▼

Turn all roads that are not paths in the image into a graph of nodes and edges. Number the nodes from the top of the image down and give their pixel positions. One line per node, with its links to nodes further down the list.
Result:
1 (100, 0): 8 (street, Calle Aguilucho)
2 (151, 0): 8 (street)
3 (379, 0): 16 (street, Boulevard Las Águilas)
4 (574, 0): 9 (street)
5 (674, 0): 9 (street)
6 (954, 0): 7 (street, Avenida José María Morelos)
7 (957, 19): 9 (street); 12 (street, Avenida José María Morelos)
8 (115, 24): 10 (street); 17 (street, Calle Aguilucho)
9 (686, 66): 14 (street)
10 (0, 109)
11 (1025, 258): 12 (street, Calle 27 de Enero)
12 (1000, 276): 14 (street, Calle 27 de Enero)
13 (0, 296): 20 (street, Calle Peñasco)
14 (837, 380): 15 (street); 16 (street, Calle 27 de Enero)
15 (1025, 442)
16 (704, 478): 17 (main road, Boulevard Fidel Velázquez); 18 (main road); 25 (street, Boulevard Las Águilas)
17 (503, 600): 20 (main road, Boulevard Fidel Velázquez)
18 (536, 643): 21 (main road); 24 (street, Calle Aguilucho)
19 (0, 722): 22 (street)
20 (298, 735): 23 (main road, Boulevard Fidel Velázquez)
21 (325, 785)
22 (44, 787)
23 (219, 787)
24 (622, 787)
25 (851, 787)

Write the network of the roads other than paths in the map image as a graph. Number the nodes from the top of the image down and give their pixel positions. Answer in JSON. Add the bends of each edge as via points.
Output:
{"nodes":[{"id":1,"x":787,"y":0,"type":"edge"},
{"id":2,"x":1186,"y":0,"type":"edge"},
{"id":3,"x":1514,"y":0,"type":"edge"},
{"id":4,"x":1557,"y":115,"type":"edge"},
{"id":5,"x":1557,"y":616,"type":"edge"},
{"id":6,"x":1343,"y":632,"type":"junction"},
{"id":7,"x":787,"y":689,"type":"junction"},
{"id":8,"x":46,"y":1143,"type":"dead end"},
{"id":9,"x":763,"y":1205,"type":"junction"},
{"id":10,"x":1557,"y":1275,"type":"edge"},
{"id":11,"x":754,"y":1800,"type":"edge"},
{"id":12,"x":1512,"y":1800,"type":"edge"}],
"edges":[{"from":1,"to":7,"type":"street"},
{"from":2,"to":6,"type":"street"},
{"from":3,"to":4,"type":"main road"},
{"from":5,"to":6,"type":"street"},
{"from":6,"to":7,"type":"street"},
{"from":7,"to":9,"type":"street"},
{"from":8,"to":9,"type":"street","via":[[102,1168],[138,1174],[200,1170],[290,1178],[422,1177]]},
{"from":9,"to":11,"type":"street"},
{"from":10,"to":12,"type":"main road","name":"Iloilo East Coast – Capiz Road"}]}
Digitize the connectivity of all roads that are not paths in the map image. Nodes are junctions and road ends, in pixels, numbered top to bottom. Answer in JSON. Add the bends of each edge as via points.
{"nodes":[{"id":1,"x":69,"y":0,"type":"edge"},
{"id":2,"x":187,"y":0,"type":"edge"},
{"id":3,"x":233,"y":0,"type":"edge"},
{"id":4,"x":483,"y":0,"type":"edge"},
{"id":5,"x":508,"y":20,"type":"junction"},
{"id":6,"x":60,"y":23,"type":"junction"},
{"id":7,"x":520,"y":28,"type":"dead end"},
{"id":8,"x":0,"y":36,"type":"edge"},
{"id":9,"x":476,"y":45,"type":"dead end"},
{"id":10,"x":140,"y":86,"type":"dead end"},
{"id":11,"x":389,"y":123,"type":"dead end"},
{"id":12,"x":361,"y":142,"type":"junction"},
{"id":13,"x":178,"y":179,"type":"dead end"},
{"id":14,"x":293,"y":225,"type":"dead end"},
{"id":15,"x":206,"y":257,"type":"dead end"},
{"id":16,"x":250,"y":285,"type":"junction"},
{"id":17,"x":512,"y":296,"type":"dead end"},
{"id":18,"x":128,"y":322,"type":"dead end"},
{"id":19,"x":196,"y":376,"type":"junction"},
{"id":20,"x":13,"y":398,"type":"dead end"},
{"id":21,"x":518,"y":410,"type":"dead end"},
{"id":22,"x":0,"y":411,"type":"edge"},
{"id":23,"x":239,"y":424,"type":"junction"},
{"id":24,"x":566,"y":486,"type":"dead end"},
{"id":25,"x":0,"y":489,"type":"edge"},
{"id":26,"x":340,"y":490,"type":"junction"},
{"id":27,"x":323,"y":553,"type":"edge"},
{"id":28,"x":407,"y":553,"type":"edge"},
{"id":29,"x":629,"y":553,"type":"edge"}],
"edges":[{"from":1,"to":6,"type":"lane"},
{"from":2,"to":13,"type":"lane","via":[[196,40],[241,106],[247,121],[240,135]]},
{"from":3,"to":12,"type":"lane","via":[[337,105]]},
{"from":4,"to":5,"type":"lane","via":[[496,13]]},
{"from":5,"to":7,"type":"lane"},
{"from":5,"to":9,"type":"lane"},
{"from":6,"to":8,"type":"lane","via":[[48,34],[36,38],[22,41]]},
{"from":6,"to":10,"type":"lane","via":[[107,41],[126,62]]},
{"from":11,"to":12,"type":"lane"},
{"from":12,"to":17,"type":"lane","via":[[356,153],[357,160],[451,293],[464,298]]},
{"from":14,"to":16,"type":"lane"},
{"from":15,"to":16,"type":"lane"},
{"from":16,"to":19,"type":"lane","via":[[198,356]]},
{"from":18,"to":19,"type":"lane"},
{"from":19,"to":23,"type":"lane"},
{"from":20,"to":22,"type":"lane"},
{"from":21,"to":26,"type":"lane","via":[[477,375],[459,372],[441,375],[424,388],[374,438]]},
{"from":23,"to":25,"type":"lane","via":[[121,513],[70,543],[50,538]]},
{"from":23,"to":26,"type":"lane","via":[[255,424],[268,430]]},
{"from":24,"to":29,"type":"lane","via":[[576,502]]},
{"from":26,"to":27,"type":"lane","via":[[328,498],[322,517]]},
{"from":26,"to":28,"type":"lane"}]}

▲

Goal of the exercise: Everything in the listing should be set down again exactly.

Task output:
Turn all roads that are not paths in the image into a graph of nodes and edges. Number the nodes from the top of the image down and give their pixel positions. One line per node, with its links to nodes further down the list.
Result:
1 (100, 0): 8 (street, Calle Aguilucho)
2 (151, 0): 8 (street)
3 (379, 0): 16 (street, Boulevard Las Águilas)
4 (574, 0): 9 (street)
5 (674, 0): 9 (street)
6 (954, 0): 7 (street, Avenida José María Morelos)
7 (957, 19): 9 (street); 12 (street, Avenida José María Morelos)
8 (115, 24): 10 (street); 17 (street, Calle Aguilucho)
9 (686, 66): 14 (street)
10 (0, 109)
11 (1025, 258): 12 (street, Calle 27 de Enero)
12 (1000, 276): 14 (street, Calle 27 de Enero)
13 (0, 296): 20 (street, Calle Peñasco)
14 (837, 380): 15 (street); 16 (street, Calle 27 de Enero)
15 (1025, 442)
16 (704, 478): 17 (main road, Boulevard Fidel Velázquez); 18 (main road); 25 (street, Boulevard Las Águilas)
17 (503, 600): 20 (main road, Boulevard Fidel Velázquez)
18 (536, 643): 21 (main road); 24 (street, Calle Aguilucho)
19 (0, 722): 22 (street)
20 (298, 735): 23 (main road, Boulevard Fidel Velázquez)
21 (325, 785)
22 (44, 787)
23 (219, 787)
24 (622, 787)
25 (851, 787)

Write the network of the roads other than paths in the map image as a graph. Number the nodes from the top of the image down and give their pixel positions. Answer in JSON. Add the bends of each edge as via points.
Output:
{"nodes":[{"id":1,"x":787,"y":0,"type":"edge"},
{"id":2,"x":1186,"y":0,"type":"edge"},
{"id":3,"x":1514,"y":0,"type":"edge"},
{"id":4,"x":1557,"y":115,"type":"edge"},
{"id":5,"x":1557,"y":616,"type":"edge"},
{"id":6,"x":1343,"y":632,"type":"junction"},
{"id":7,"x":787,"y":689,"type":"junction"},
{"id":8,"x":46,"y":1143,"type":"dead end"},
{"id":9,"x":763,"y":1205,"type":"junction"},
{"id":10,"x":1557,"y":1275,"type":"edge"},
{"id":11,"x":754,"y":1800,"type":"edge"},
{"id":12,"x":1512,"y":1800,"type":"edge"}],
"edges":[{"from":1,"to":7,"type":"street"},
{"from":2,"to":6,"type":"street"},
{"from":3,"to":4,"type":"main road"},
{"from":5,"to":6,"type":"street"},
{"from":6,"to":7,"type":"street"},
{"from":7,"to":9,"type":"street"},
{"from":8,"to":9,"type":"street","via":[[102,1168],[138,1174],[200,1170],[290,1178],[422,1177]]},
{"from":9,"to":11,"type":"street"},
{"from":10,"to":12,"type":"main road","name":"Iloilo East Coast – Capiz Road"}]}
Digitize the connectivity of all roads that are not paths in the map image. Nodes are junctions and road ends, in pixels, numbered top to bottom. Answer in JSON. Add the bends of each edge as via points.
{"nodes":[{"id":1,"x":69,"y":0,"type":"edge"},
{"id":2,"x":187,"y":0,"type":"edge"},
{"id":3,"x":233,"y":0,"type":"edge"},
{"id":4,"x":483,"y":0,"type":"edge"},
{"id":5,"x":508,"y":20,"type":"junction"},
{"id":6,"x":60,"y":23,"type":"junction"},
{"id":7,"x":520,"y":28,"type":"dead end"},
{"id":8,"x":0,"y":36,"type":"edge"},
{"id":9,"x":476,"y":45,"type":"dead end"},
{"id":10,"x":140,"y":86,"type":"dead end"},
{"id":11,"x":389,"y":123,"type":"dead end"},
{"id":12,"x":361,"y":142,"type":"junction"},
{"id":13,"x":178,"y":179,"type":"dead end"},
{"id":14,"x":293,"y":225,"type":"dead end"},
{"id":15,"x":206,"y":257,"type":"dead end"},
{"id":16,"x":250,"y":285,"type":"junction"},
{"id":17,"x":512,"y":296,"type":"dead end"},
{"id":18,"x":128,"y":322,"type":"dead end"},
{"id":19,"x":196,"y":376,"type":"junction"},
{"id":20,"x":13,"y":398,"type":"dead end"},
{"id":21,"x":518,"y":410,"type":"dead end"},
{"id":22,"x":0,"y":411,"type":"edge"},
{"id":23,"x":239,"y":424,"type":"junction"},
{"id":24,"x":566,"y":486,"type":"dead end"},
{"id":25,"x":0,"y":489,"type":"edge"},
{"id":26,"x":340,"y":490,"type":"junction"},
{"id":27,"x":323,"y":553,"type":"edge"},
{"id":28,"x":407,"y":553,"type":"edge"},
{"id":29,"x":629,"y":553,"type":"edge"}],
"edges":[{"from":1,"to":6,"type":"lane"},
{"from":2,"to":13,"type":"lane","via":[[196,40],[241,106],[247,121],[240,135]]},
{"from":3,"to":12,"type":"lane","via":[[337,105]]},
{"from":4,"to":5,"type":"lane","via":[[496,13]]},
{"from":5,"to":7,"type":"lane"},
{"from":5,"to":9,"type":"lane"},
{"from":6,"to":8,"type":"lane","via":[[48,34],[36,38],[22,41]]},
{"from":6,"to":10,"type":"lane","via":[[107,41],[126,62]]},
{"from":11,"to":12,"type":"lane"},
{"from":12,"to":17,"type":"lane","via":[[356,153],[357,160],[451,293],[464,298]]},
{"from":14,"to":16,"type":"lane"},
{"from":15,"to":16,"type":"lane"},
{"from":16,"to":19,"type":"lane","via":[[198,356]]},
{"from":18,"to":19,"type":"lane"},
{"from":19,"to":23,"type":"lane"},
{"from":20,"to":22,"type":"lane"},
{"from":21,"to":26,"type":"lane","via":[[477,375],[459,372],[441,375],[424,388],[374,438]]},
{"from":23,"to":25,"type":"lane","via":[[121,513],[70,543],[50,538]]},
{"from":23,"to":26,"type":"lane","via":[[255,424],[268,430]]},
{"from":24,"to":29,"type":"lane","via":[[576,502]]},
{"from":26,"to":27,"type":"lane","via":[[328,498],[322,517]]},
{"from":26,"to":28,"type":"lane"}]}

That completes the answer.